A source at the NACC said the move followed a recommendation by the anti-graft agency’s corruption monitoring and appraisal panel, reports the Bangkok Post.
The committee is chaired by Supa Piyajitti, an NACC member, and comprises representatives of various government agencies. It is tasked with gathering, studying and analysing information regarding the B10,000 digital handout scheme and coming up with measures to prevent any potential policy-oriented corruption stemming from the scheme.
The committee will also work with other relevant agencies and persons to support its study and gather opinions and suggestions on how to prevent potential policy corruption involving the scheme from other sectors.
However, Deputy Finance Minister Julapun Amornvivat said yesterday (Oct 26) that the digital money handout may face a delay and a reduction in scope as it will only cover the poor.

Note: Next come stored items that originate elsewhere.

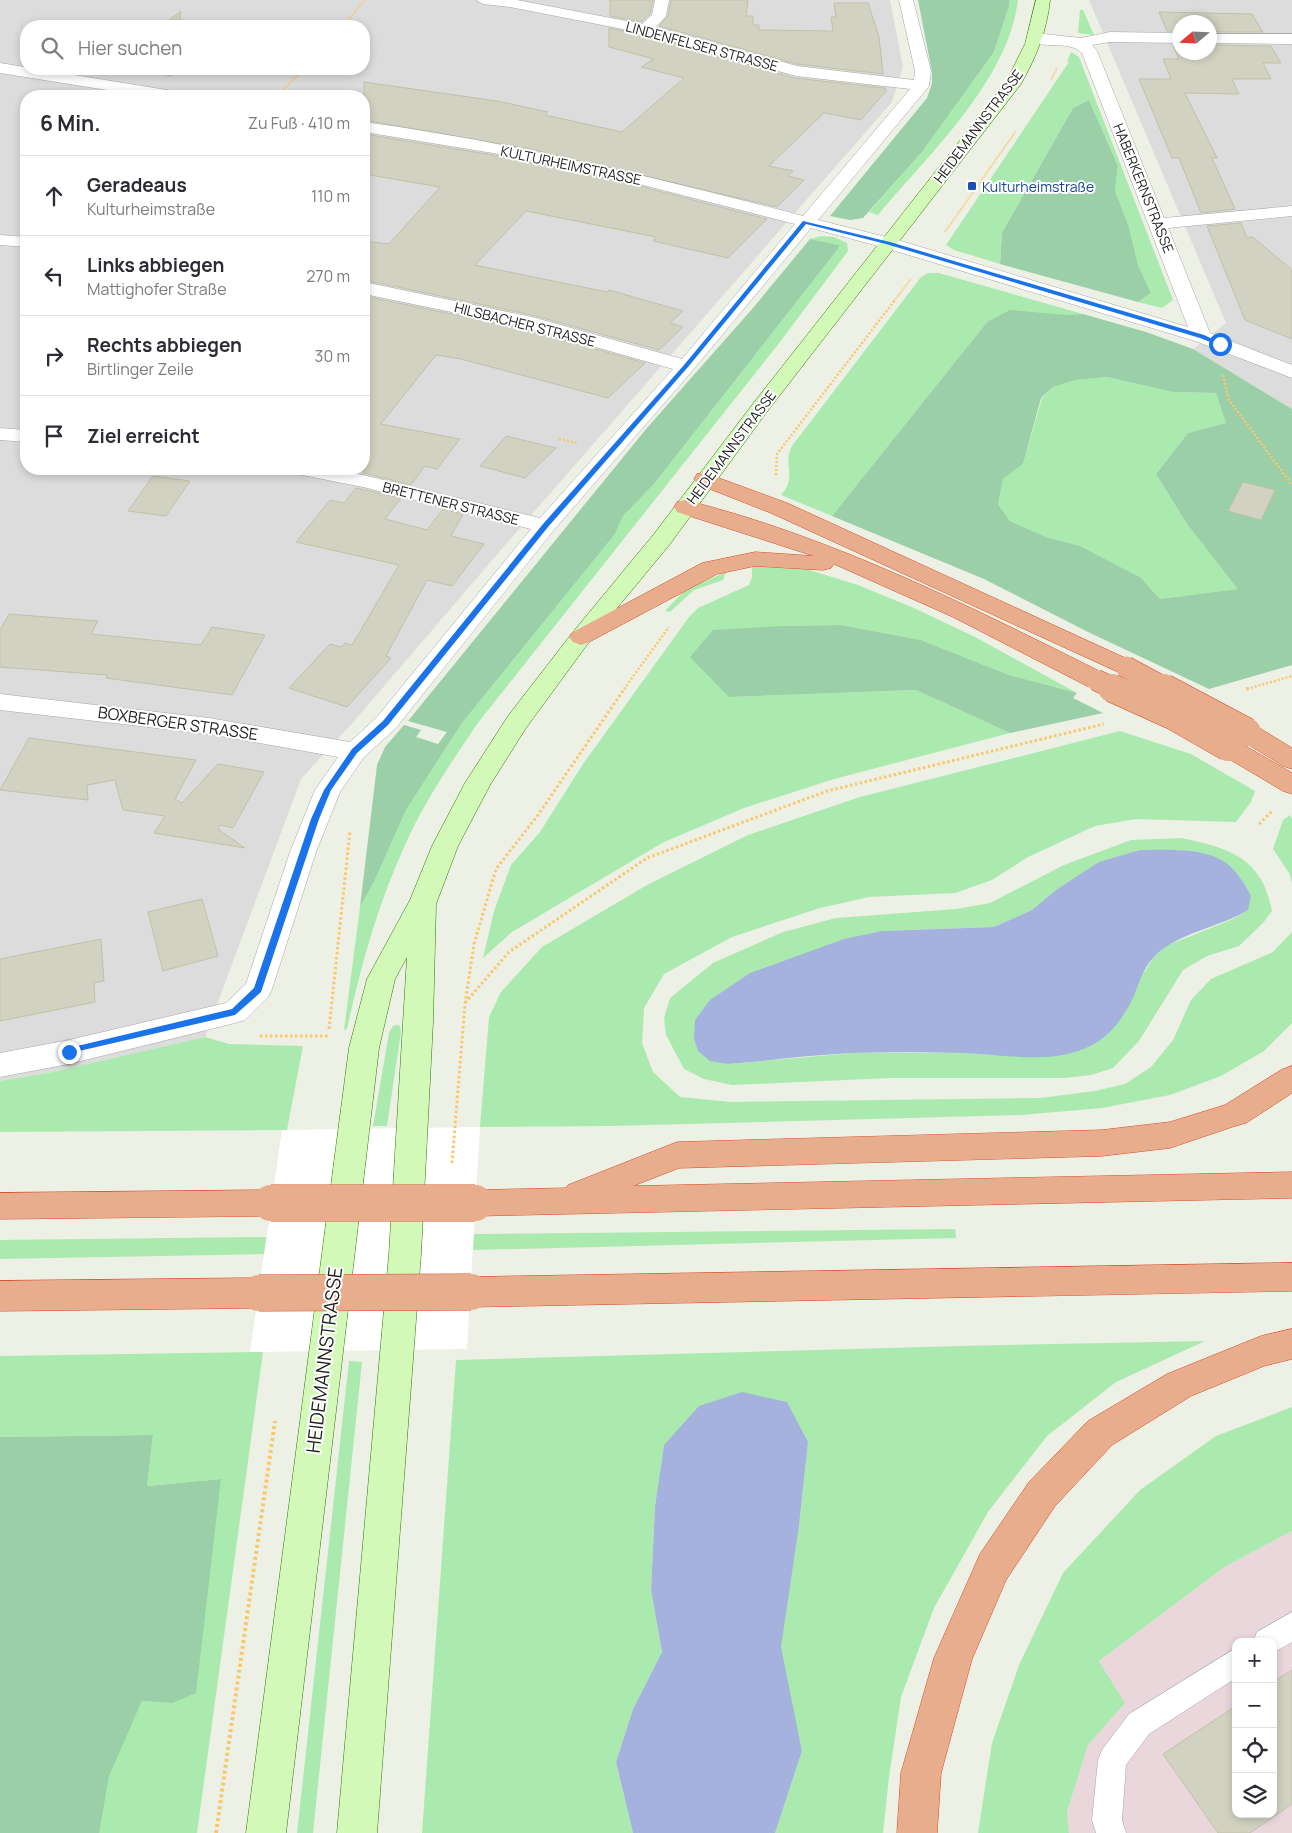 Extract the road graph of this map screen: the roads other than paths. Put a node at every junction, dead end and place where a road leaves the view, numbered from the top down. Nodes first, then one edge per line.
1 (483, 0) edge
2 (662, 0) edge
3 (906, 0) edge
4 (1043, 0) edge
5 (645, 29) junction
6 (1035, 38) junction
7 (1172, 38) edge
8 (1217, 38) edge
9 (1292, 40) edge
10 (1082, 43) junction
11 (0, 68) edge
12 (20, 71) edge
13 (43, 75) edge
14 (921, 86) junction
15 (136, 90) edge
16 (370, 128) edge
17 (1292, 211) edge
18 (805, 222) junction
19 (1158, 224) junction
20 (0, 240) edge
21 (20, 242) edge
22 (888, 243) junction
23 (370, 289) edge
24 (1211, 340) junction
25 (686, 366) junction
26 (1292, 372) edge
27 (0, 434) edge
28 (20, 436) edge
29 (331, 475) edge
30 (706, 479) junction
31 (685, 507) junction
32 (545, 526) junction
33 (869, 570) junction
34 (581, 637) junction
35 (0, 702) edge
36 (1238, 739) junction
37 (354, 751) junction
38 (1292, 760) edge
39 (1292, 785) edge
40 (424, 900) junction
41 (0, 1066) edge
42 (1292, 1078) edge
43 (1292, 1185) edge
44 (561, 1202) junction
45 (0, 1206) edge
46 (1292, 1277) edge
47 (0, 1296) edge
48 (1292, 1344) edge
49 (1292, 1626) edge
50 (1273, 1638) edge
51 (1232, 1665) edge
52 (266, 1833) edge
53 (356, 1833) edge
54 (917, 1833) edge
55 (1111, 1833) edge

1 - 5 street, LINDENFELSER STRASSE
2 - 5 street
3 - 14 street
4 - 6 main road, HEIDEMANNSTRASSE
5 - 14 street, LINDENFELSER STRASSE
6 - 10 street
6 - 22 main road, HEIDEMANNSTRASSE
7 - 10 street
8 - 9 street
10 - 19 street, HABERKERNSTRASSE
11 - 12 street
13 - 15 street
14 - 18 street
16 - 18 street, KULTURHEIMSTRASSE
17 - 19 street
18 - 22 street, KULTURHEIMSTRASSE
18 - 25 street
19 - 24 street, HABERKERNSTRASSE
20 - 21 street
22 - 24 street, KULTURHEIMSTRASSE
22 - 30 main road, HEIDEMANNSTRASSE
23 - 25 street, HILSBACHER STRASSE
24 - 26 street, KULTURHEIMSTRASSE
25 - 32 street
27 - 28 street
29 - 32 street, BRETTENER STRASSE
30 - 31 main road, HEIDEMANNSTRASSE
30 - 36 highway, bridge
31 - 33 highway
31 - 34 main road, HEIDEMANNSTRASSE
32 - 37 street
33 - 34 highway
33 - 36 highway, bridge
34 - 40 main road, HEIDEMANNSTRASSE
35 - 37 street, BOXBERGER STRASSE
36 - 38 highway
36 - 39 highway
37 - 41 street
40 - 52 main road, HEIDEMANNSTRASSE
40 - 53 main road, HEIDEMANNSTRASSE
42 - 44 highway
43 - 44 highway
44 - 45 highway, bridge
46 - 47 highway, bridge
48 - 54 highway
49 - 50 lane
51 - 55 lane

Following a meeting of a sub-committee overseeing the project implementation on Wednesday, Mr Julapun said that the sub-committee recommended limiting the handout to 15–16 million people who have state welfare cards or individuals meeting specific wealth criteria based on income or savings.
If limited to the 15–16mn welfare cardholders, the scheme will cost the state B150–160 billion. The sub-committee also suggested extending eligibility to those meeting specific salary or savings criteria.
Mr Julapun said if the handout excludes people earning more than B25,000 monthly or having at least B100,000 in deposits, the scheme will cover about 43mn people, costing about B430bn.
Another optional proposal by the sub-committee excluded individuals earning over B50,000 monthly or having savings exceeding B500,000. In this scenario, the handout would cover 49mn recipients, costing the state B490bn.
The government initially planned to distribute B10,000 worth of digital money to each Thai aged 16 years and over. But with 54.8mn people meeting the original condition, concerns arose about the significant burden of over B500bn affecting the country’s financial stability.
The sub-committee concluded that the handout scheme should be funded mainly by the national budget, about B100bn annually, starting from the 2024 fiscal year.
Under this condition, the scheme would be delayed until April or May next year, pending approval of the 2024 national budget, Mr Julapun said. Previously, the government intended to hand out the digital money on Feb 1 next year.
Prime Minister and Finance Minister Srettha Thavisin said yesterday he had received the proposals from the sub-committee. He said he will discuss these proposals with relevant authorities, including the secretary-general of the National Economic and Social Development Council.
“At this stage, I have not yet concluded whether or how the handout scheme would be downsized,” said Mr Srettha. “To avoid confusion, I would like all the details of the project to be finalised before making an official announcement.”